If a hard sleeve is used right and by a good decoy/helper there is little to no risk of injury to the dog. It is the les experienced helper that can hurt a dog with a hard sleeve. When catching "rockets" you have to know what you are doing, and if you are using a harder sleeve you really have to know what you are doing. Its the guy that "will try anything once" that hurts your dog not the sleeve. we start dogs on our club on the rag, then move to a bite pillow, then a softer sleeve, and then to a harder sleeve to promote the grip. Once this is good they move to a suit. If we need to back up then we will, like Jerry said the dog will let you know if the sleeve is too hard. If you skip a step or go to fast thru a step then you will have to back track later. If the foundation is not right you will see it later in training. 

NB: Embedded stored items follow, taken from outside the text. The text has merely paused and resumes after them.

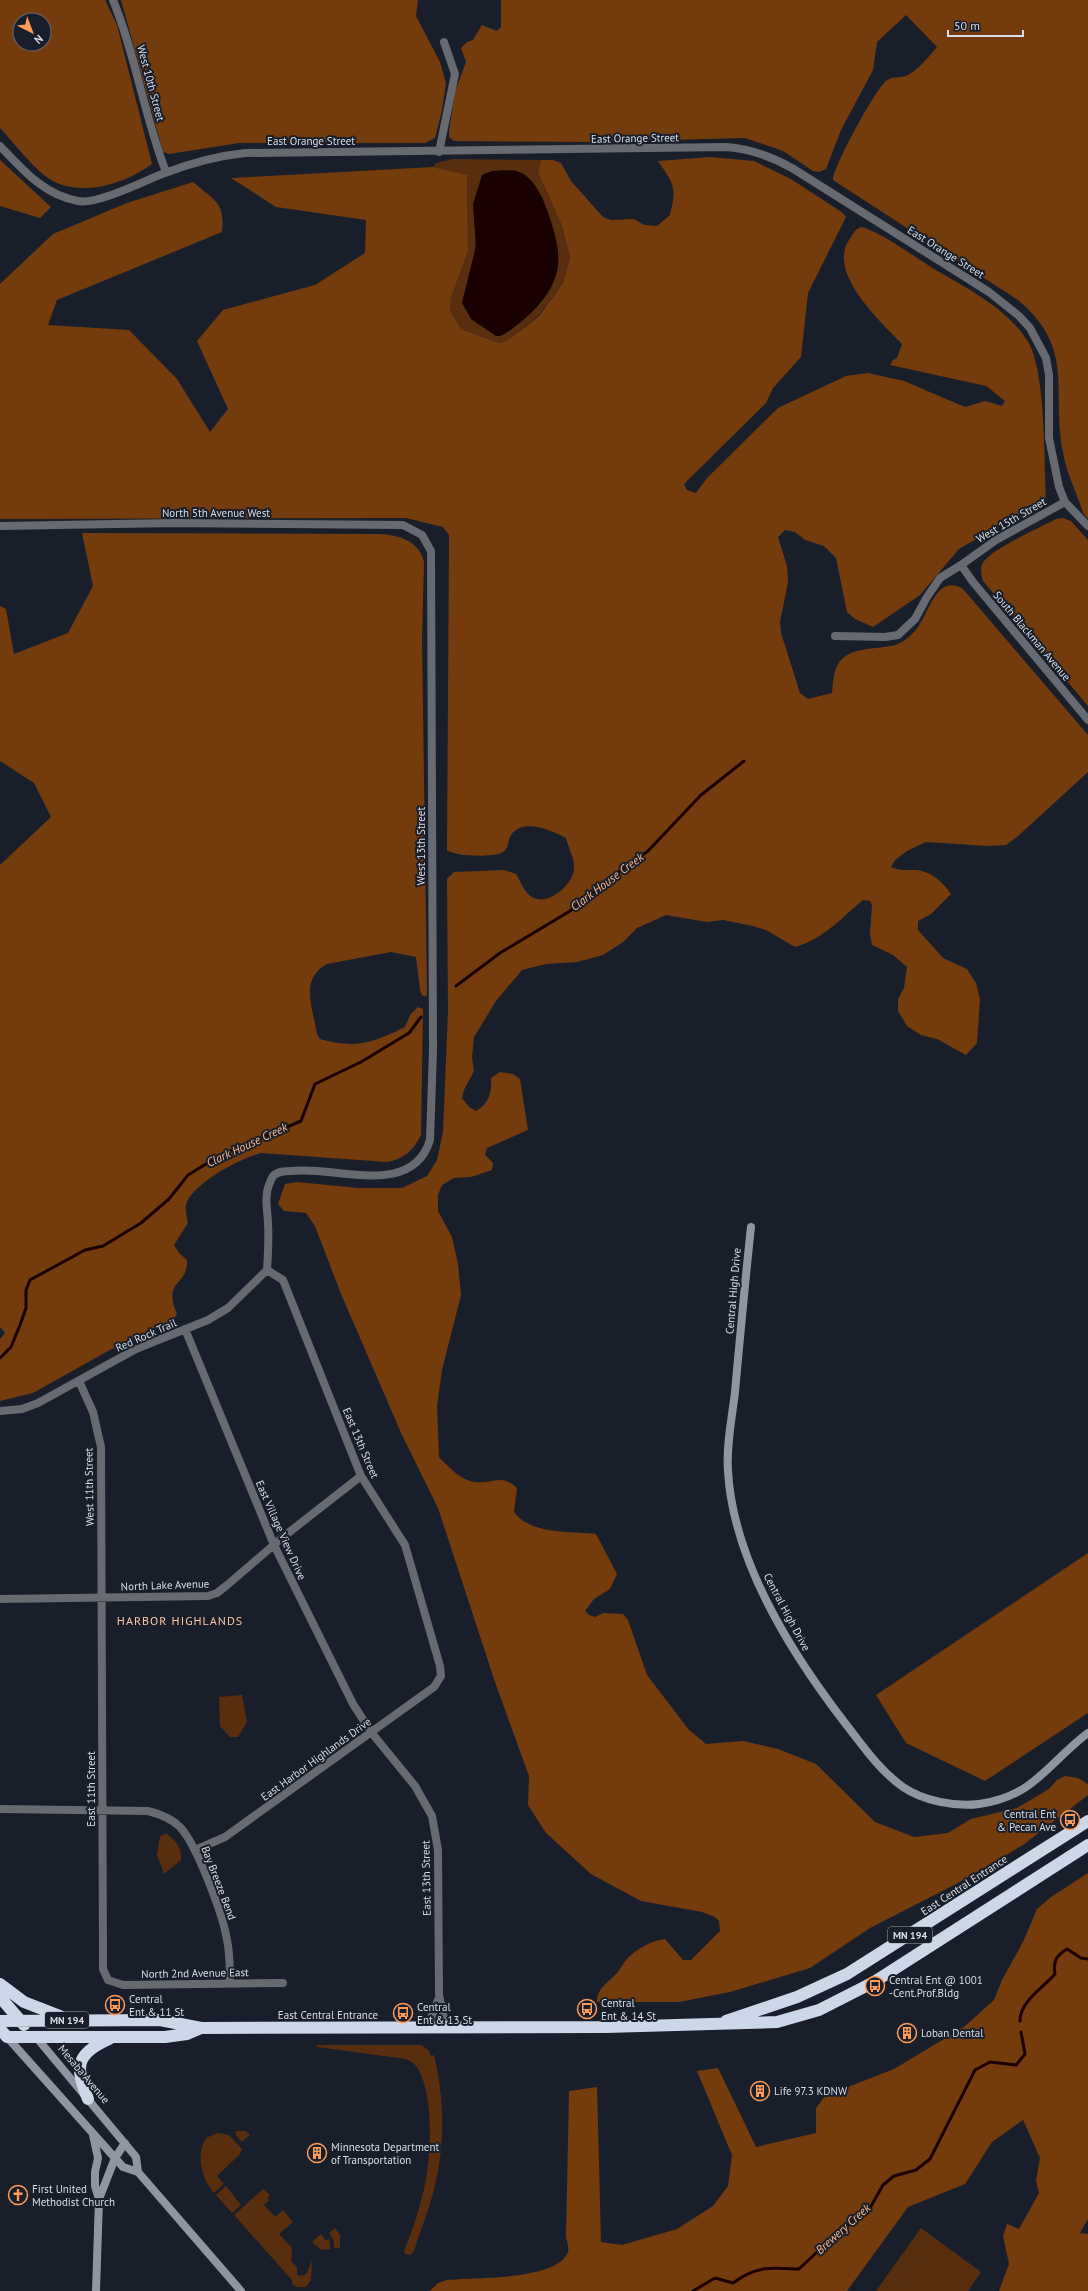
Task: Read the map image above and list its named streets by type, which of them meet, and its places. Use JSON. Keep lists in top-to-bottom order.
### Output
{
  "streets": {
    "highway": ["East Central Entrance", "MN 194", "Mesaba Avenue"],
    "street": [
      "West 10th Street",
      "East Orange Street",
      "North 5th Avenue West",
      "West 15th Street",
      "South Blackman Avenue",
      "West 13th Street",
      "Central High Drive",
      "Red Rock Trail",
      "East 13th Street",
      "West 11th Street",
      "East Village View Drive",
      "North Lake Avenue",
      "East Harbor Highlands Drive",
      "East 11th Street",
      "Bay Breeze Bend",
      "North 2nd Avenue East"
    ]
  },
  "crossings": [
    ["West 10th Street", "East Orange Street"],
    ["East Orange Street", "West 15th Street"],
    ["North 5th Avenue West", "West 13th Street"],
    ["West 15th Street", "South Blackman Avenue"],
    ["West 13th Street", "Red Rock Trail"],
    ["West 13th Street", "East 13th Street"],
    ["Red Rock Trail", "East 13th Street"],
    ["Red Rock Trail", "West 11th Street"],
    ["Red Rock Trail", "East Village View Drive"],
    ["East 13th Street", "East Village View Drive"],
    ["East 13th Street", "North Lake Avenue"],
    ["East 13th Street", "East Harbor Highlands Drive"],
    ["East 13th Street", "East Central Entrance"],
    ["West 11th Street", "North Lake Avenue"],
    ["West 11th Street", "East 11th Street"],
    ["East Village View Drive", "North Lake Avenue"],
    ["East Village View Drive", "East Harbor Highlands Drive"],
    ["North Lake Avenue", "East 11th Street"],
    ["East Harbor Highlands Drive", "Bay Breeze Bend"],
    ["East 11th Street", "Bay Breeze Bend"],
    ["East 11th Street", "North 2nd Avenue East"],
    ["Bay Breeze Bend", "North 2nd Avenue East"],
    ["East Central Entrance", "MN 194"],
    ["East Central Entrance", "Mesaba Avenue"]
  ],
  "districts": ["HARBOR HIGHLANDS"],
  "water": ["Clark House Creek", "Brewery Creek"],
  "places": {
    "bus stop": [
      "Central Ent & Pecan Ave",
      "Central Ent @ 1001 -Cent.Prof.Bldg",
      "Central Ent & 11 St",
      "Central Ent & 14 St",
      "Central Ent & 13 St"
    ],
    "building": ["Loban Dental", "Life 97.3 KDNW", "Minnesota Department of Transportation"],
    "church": ["First United Methodist Church"]
  },
  "scale_bar": "50 m",
  "north": "bottom right"
}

sometime you will see a dog became "chewy" on the sleeve or want to bite up and down the sleeve (typewrite). This is a result of alot of things but usually can be traced back to poor foundation work.


----------



## Mike Schoonbrood (Mar 27, 2006)

Art Lavely said:


> Hey Mike, why dont you take this to the Ray Allen Forum? Or do they have one???!!


:lol: :lol: :lol: :lol: :lol: :lol: :lol: :lol: :lol: :lol: :lol: :lol:

Oh man, you're killin me!


----------



## Howard Gaines III (Dec 26, 2007)

Sleeve hardness!!! What are sleeves? We use newspapers wrapped around our arm. The shirt is put on and the dog bites... sleeves are for sissy boys.:mrgreen:


----------



## Howard Gaines III (Dec 26, 2007)

HEHEHE!
We use the type of sleeve that will bring about the most success with the dog. We never use very hard sleeves because they are not like the real human arm. Higher level puppy sleeves are used on hard biting dogs, but we do use a neo-sleeve under it to keep from being beat to pieces. DELMARVA WORKING DOG GROUP Harrington, Delaware


----------



## Gerry Grimwood (Apr 2, 2007)

Sorry Howard, I forgot, what's the name of your group again ??


----------



## Howard Gaines III (Dec 26, 2007)

:twisted: OK Gerry, point.


----------



## Connie Sutherland (Mar 27, 2006)

Howard Gaines III said:


> Sleeve hardness!!! What are sleeves? We use newspapers wrapped around our arm. The shirt is put on and the dog bites... sleeves are for sissy boys.:mrgreen:


WE use TISSUE PAPER and SHORT-SLEEVE SHIRTS.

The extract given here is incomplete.